Her Majesty's Principal Secretary of State for Energy and Climate Change was a British Government cabinet position from 2008 to 2016. The Department of Energy and Climate Change was created on 3 October 2008 when then-Prime Minister Gordon Brown reshuffled his Cabinet.

Between 1974 and 1992, the post was known as Secretary of State for Energy.

The Energy and Climate Change Secretary revived the earlier post of the Secretary of State for Energy as head of the Department of Energy, existing from 1974 to 1992. After which, the Department of Energy was merged into the Department of Trade and Industry under the Conservative government of Sir John Major in 1992.

Sixteen years later, immediately prior to the creation of the new department, energy policy was the responsibility of the Department for Business, Enterprise and Regulatory Reform (itself now a defunct government department, superseded by the Department for Business, Innovation and Skills).

Former Labour Leader Ed Miliband was the inaugural Secretary of State at DECC. After Labour lost the 2010 general election and the Cameron-Clegg coalition was formed, Chris Huhne was appointed as his successor. On 3 February 2012, Huhne resigned from the post after it was announced that he would be prosecuted for perverting the course of justice, in relation to accusations that he passed on speeding penalties to his ex-wife to avoid losing his own licence.
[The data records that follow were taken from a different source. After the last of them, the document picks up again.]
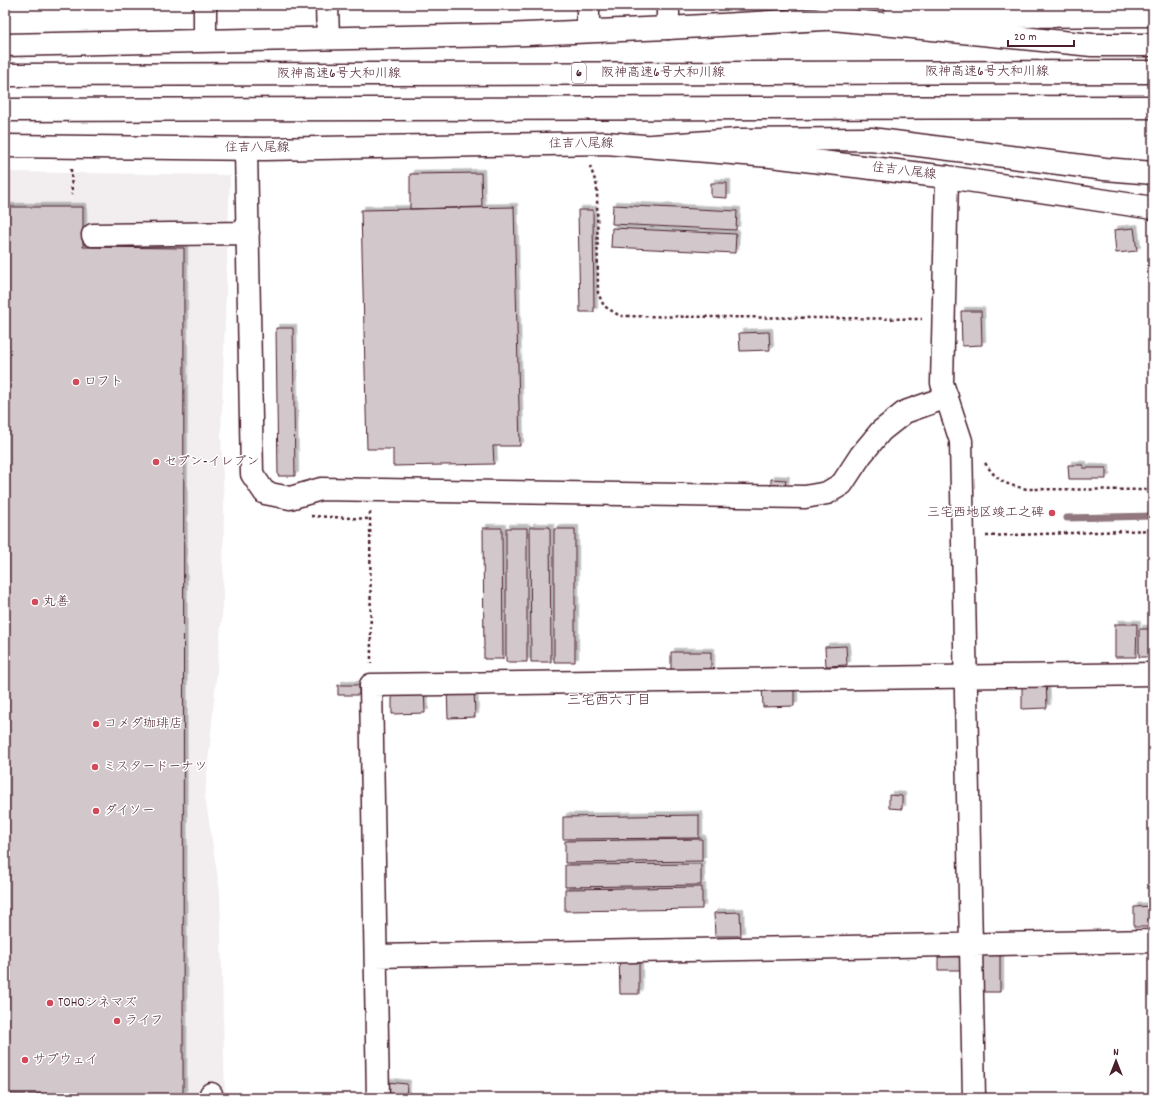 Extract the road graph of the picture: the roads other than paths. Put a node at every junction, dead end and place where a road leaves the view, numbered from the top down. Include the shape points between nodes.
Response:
1 (205, 5) edge
2 (327, 5) edge
3 (588, 5) edge
4 (668, 5) edge
5 (1153, 15) edge
6 (823, 18) junction
7 (668, 28) junction
8 (588, 32) junction
9 (328, 38) junction
10 (205, 40) junction
11 (5, 45) edge
12 (1153, 45) edge
13 (1153, 72) edge
14 (5, 75) edge
15 (1153, 107) edge
16 (5, 110) edge
17 (5, 146) edge
18 (652, 146) junction
19 (246, 149) junction
20 (1153, 173) edge
21 (947, 177) junction
22 (1153, 208) edge
23 (248, 232) junction
24 (93, 235) dead end
25 (947, 397) junction
26 (1153, 674) edge
27 (966, 677) junction
28 (1153, 941) edge
29 (972, 945) junction
30 (376, 956) junction
31 (378, 1098) edge
32 (974, 1098) edge

1 - 10 main road
2 - 9 main road
3 - 8 main road
4 - 7 main road
5 - 6 main road
6 - 7 main road
6 - 12 main road via 1092,45
7 - 8 main road
8 - 9 main road
9 - 10 main road
10 - 11 main road
13 - 14 main road, 阪神高速6号大和川線 / 6
15 - 16 main road
17 - 19 main road, 住吉八尾線
18 - 19 main road, 住吉八尾線 via 581,143
18 - 20 main road via 737,140 871,139
18 - 21 main road, 住吉八尾線 via 771,156
19 - 23 main road
21 - 22 main road, 住吉八尾線
21 - 25 main road via 942,383
23 - 24 main road
23 - 25 main road via 252,474 266,492 284,497 290,498 321,489 805,497 827,493 842,484 881,431 905,412
25 - 27 main road via 961,441
26 - 27 main road
27 - 29 main road
27 - 30 main road via 371,685
28 - 29 main road
29 - 30 main road
29 - 32 main road
30 - 31 main road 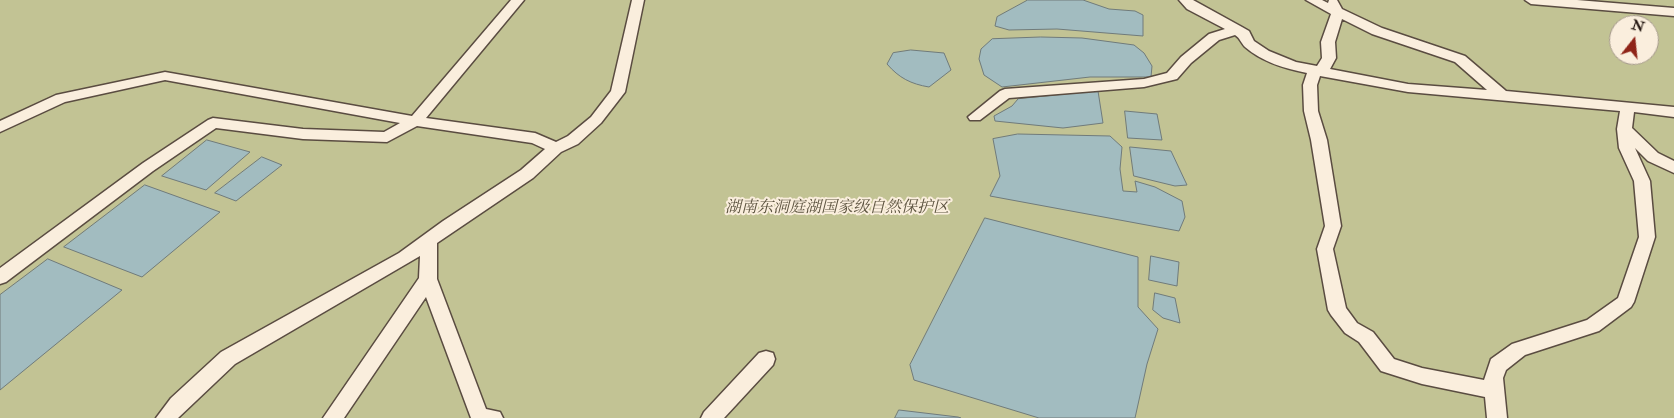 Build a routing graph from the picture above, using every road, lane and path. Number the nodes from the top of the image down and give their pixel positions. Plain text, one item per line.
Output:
1 (518, 0) edge
2 (638, 0) edge
3 (1185, 0) edge
4 (1312, 0) edge
5 (1531, 0) edge
6 (1335, 7) edge
7 (1674, 12) edge
8 (1237, 30) junction
9 (1318, 71) junction
10 (1503, 96) junction
11 (1628, 107) junction
12 (1674, 112) edge
13 (975, 117) dead end
14 (415, 121) junction
15 (0, 127) edge
16 (1624, 129) junction
17 (556, 148) junction
18 (1674, 168) edge
19 (429, 240) junction
20 (0, 277) edge
21 (428, 280) junction
22 (766, 359) dead end
23 (1495, 391) junction
24 (166, 418) edge
25 (332, 418) edge
26 (493, 418) edge
27 (711, 418) edge
28 (1497, 418) edge

1 - 14 street
2 - 17 street
3 - 8 street
4 - 6 street
5 - 7 street
6 - 9 street
6 - 10 street
8 - 9 street
8 - 13 street
9 - 10 street
9 - 23 street
10 - 11 street
11 - 12 street
11 - 16 street
14 - 15 street
14 - 17 street
14 - 20 street
16 - 18 street
16 - 23 street
17 - 19 street
19 - 21 street
19 - 24 street
21 - 25 street
21 - 26 street
22 - 27 street
23 - 28 street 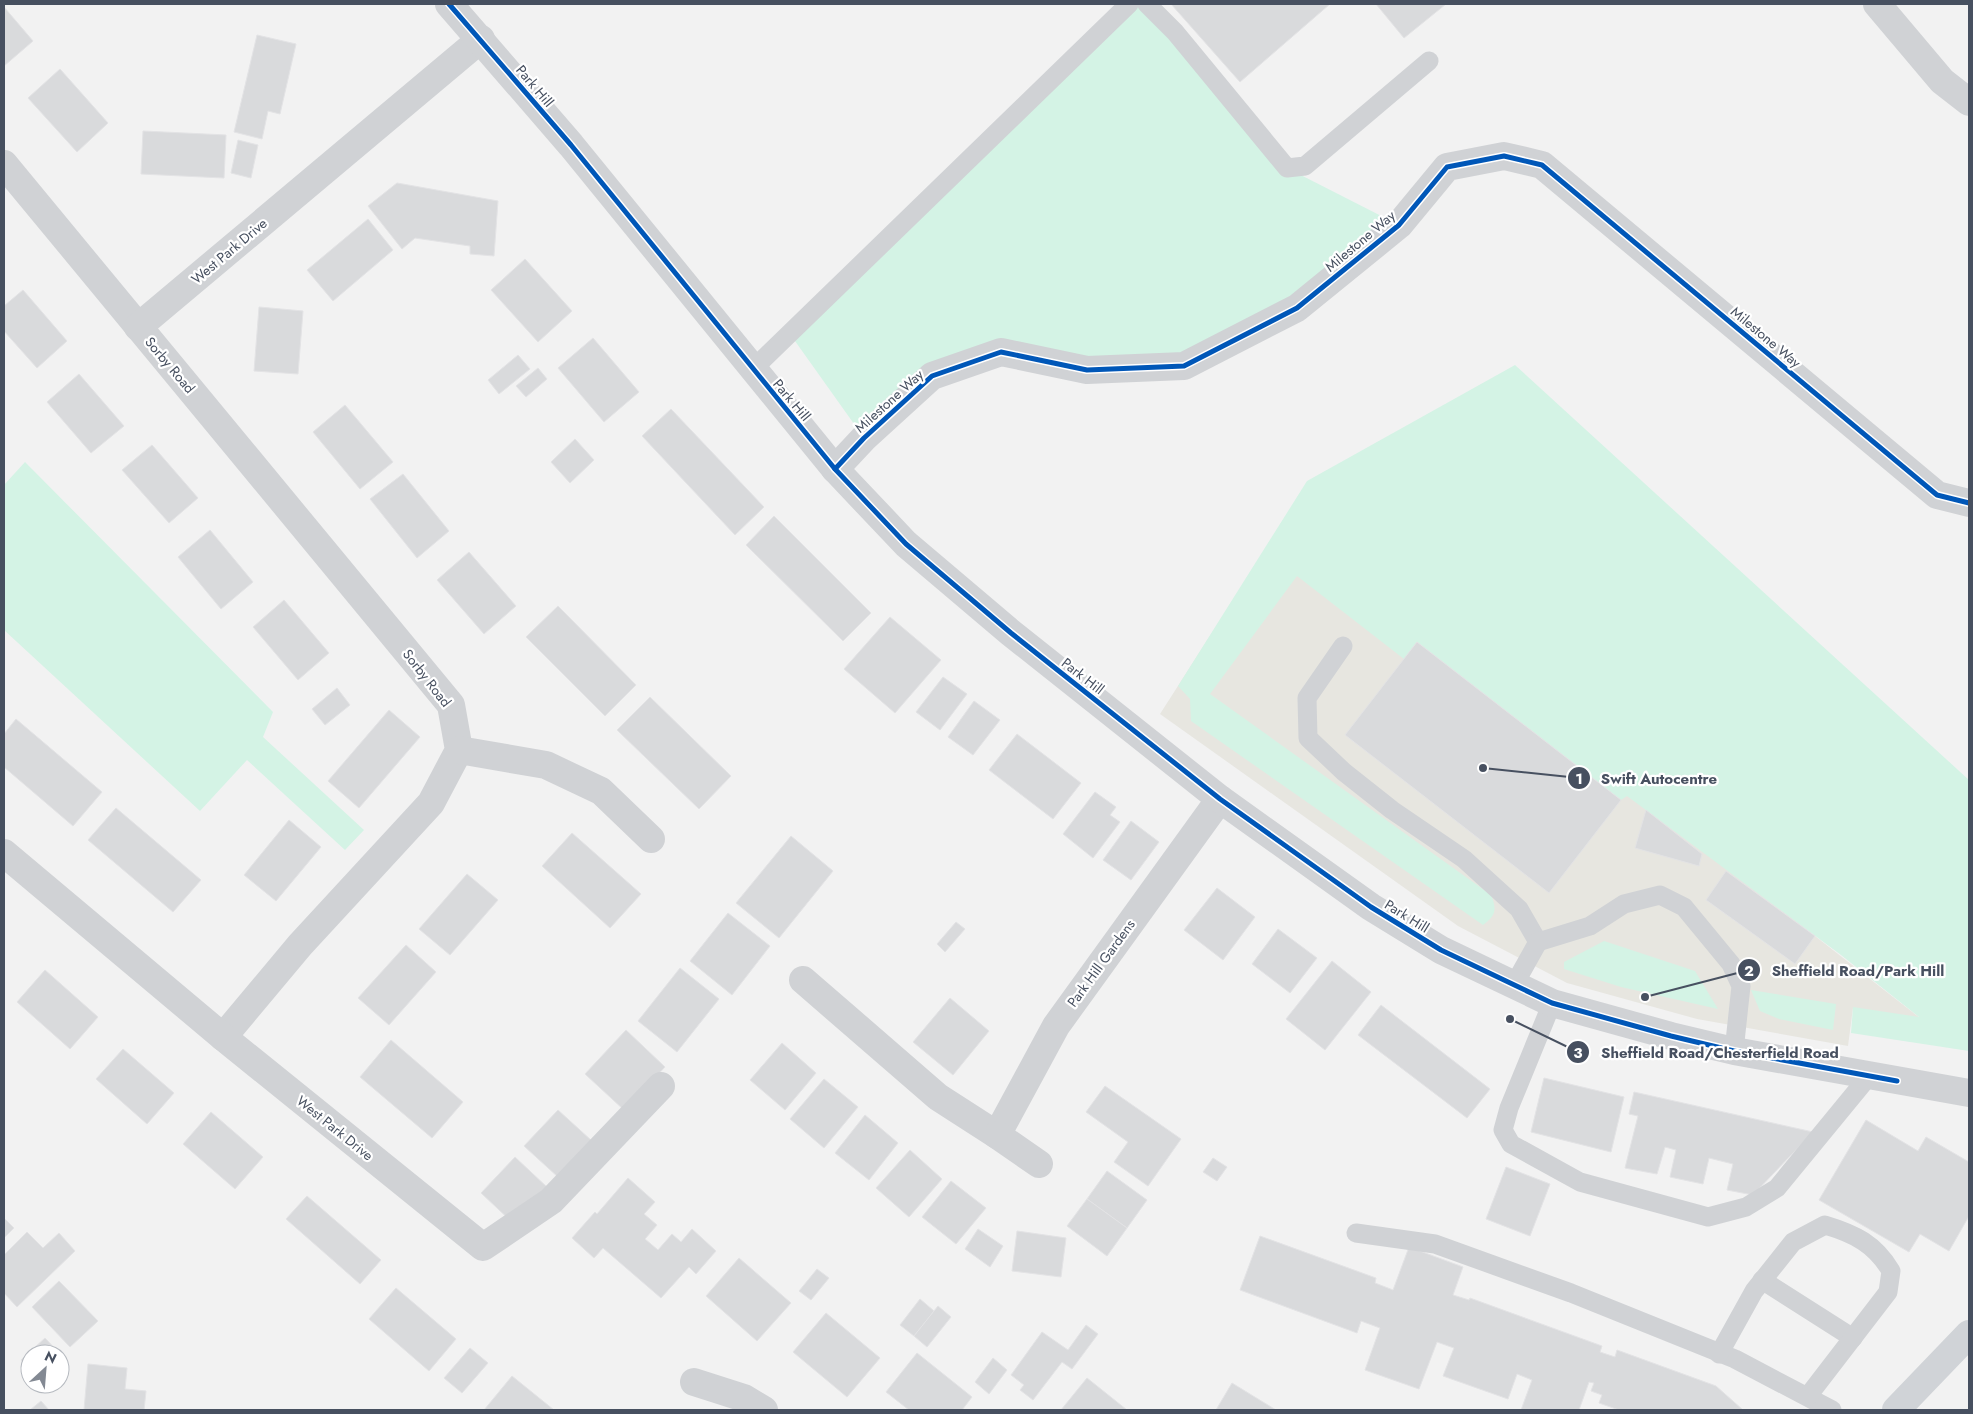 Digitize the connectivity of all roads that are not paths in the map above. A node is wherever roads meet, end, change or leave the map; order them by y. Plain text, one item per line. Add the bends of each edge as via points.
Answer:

The post was taken over by Ed Davey on the same day, and served until the Liberal Democrats left government, and Davey lost his seat, in 2015.

Amber Rudd was the final Secretary of State at DECC, until she became Home Secretary. The post was formed into the new Department for Business, Energy and Industrial Strategy by new Prime Minister Theresa May in July 2016.

The role is now part of the portfolio belonging to the Minister of State for Business, Energy and Clean Growth, Graham Stuart.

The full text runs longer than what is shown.